The spot was deep in the silence of the woods, great trees standing round about, one a huge old beech, every branch of which looked like a tree in itself. Underneath it, in a curious circle, was a ring of juniper-bushes, deep funereal green, contrasting with the lighter silken foliage above. Close to this rose the low knoll, a deeper cool green than either, all carpeted with the primrose-leaves. Something red lying there showed a long way before they reached the knoll through the trees; but it was not till they were quite close to it that they saw her whom they sought. She was lying in a natural easy attitude reclined on the green bank. With one hand she seemed to be groping for something among the leaves, and it was only when they were within sight that she dropped back as if in fatigue, letting her head droop upon the rich herbage. “Mother!” Dick cried; but she did not move.

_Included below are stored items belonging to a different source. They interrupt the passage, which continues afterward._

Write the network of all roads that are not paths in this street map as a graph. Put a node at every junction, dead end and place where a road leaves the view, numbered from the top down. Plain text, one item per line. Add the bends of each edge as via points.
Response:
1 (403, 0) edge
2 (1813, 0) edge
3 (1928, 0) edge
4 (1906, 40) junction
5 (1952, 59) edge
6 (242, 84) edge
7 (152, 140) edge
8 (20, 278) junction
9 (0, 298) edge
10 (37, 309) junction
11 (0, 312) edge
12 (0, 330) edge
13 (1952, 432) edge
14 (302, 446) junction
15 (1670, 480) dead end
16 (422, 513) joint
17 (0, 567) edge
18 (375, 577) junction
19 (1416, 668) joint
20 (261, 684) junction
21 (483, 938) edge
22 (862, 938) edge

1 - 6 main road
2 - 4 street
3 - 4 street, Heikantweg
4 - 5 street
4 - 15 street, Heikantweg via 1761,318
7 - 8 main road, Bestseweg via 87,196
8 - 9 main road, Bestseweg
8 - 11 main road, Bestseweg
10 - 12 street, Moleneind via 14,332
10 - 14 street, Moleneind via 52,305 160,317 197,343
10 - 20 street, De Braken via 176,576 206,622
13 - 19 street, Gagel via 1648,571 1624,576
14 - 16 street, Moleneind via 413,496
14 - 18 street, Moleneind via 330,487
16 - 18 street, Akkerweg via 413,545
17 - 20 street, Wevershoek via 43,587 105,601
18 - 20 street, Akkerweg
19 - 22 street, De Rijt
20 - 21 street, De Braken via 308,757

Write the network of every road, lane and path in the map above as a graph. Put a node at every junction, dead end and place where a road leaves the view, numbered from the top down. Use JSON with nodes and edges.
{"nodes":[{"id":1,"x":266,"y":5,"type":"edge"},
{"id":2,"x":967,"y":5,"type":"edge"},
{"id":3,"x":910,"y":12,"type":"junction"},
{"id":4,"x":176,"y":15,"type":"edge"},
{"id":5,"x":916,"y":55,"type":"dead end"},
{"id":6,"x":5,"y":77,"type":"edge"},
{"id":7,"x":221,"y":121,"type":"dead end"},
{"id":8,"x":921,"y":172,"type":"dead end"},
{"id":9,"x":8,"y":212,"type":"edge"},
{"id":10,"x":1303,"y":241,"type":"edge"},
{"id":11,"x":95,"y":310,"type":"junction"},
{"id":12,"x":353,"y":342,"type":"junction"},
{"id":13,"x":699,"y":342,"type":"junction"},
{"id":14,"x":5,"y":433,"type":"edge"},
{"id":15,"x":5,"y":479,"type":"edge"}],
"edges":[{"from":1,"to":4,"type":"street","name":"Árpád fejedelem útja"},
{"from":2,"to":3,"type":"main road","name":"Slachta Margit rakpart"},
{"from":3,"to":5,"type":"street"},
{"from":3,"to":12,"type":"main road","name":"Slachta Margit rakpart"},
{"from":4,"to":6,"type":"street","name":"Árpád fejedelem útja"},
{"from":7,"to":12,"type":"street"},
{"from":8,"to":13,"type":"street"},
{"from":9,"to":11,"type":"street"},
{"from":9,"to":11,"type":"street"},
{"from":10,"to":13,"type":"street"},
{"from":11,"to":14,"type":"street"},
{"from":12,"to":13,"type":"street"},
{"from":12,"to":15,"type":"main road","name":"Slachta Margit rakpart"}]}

Her consciousness was gone, or going. How long she had been there no one ever knew. Her strength had failed entirely when she had sat down among the flowers, after struggling through the bushes as on a pilgrimage to that natural shrine which had caught her sick fancy. She had a few of the primroses in her lap, and one or two in her hand. The very last, one large star-like flower just out of her reach, was the only other that remained, and she had fallen as if in an overstrain, trying to reach this. Her face was perfectly pallid, like white marble, contrasting with the brilliant colour of her shawl, as she lay back among the leaves. Her eyes were open, and seemed to be looking at the boys as they approached; but there was no intelligence or consciousness in them. Her lips were parted with a long-drawn struggling breath.
“Mother!” Dick cried, kneeling down by her side. She stirred faintly, and tried to turn towards the voice. “Mother, mother!” he repeated passionately; “you’re tired only? not ill, not ill, mother dear?”
Once more she made a feeble effort to turn to him. “Ay, Dick,” she said, “ay, lad—that’s—what it is. I’m tired—dead tired; I don’t know—how I am to get afoot—again.”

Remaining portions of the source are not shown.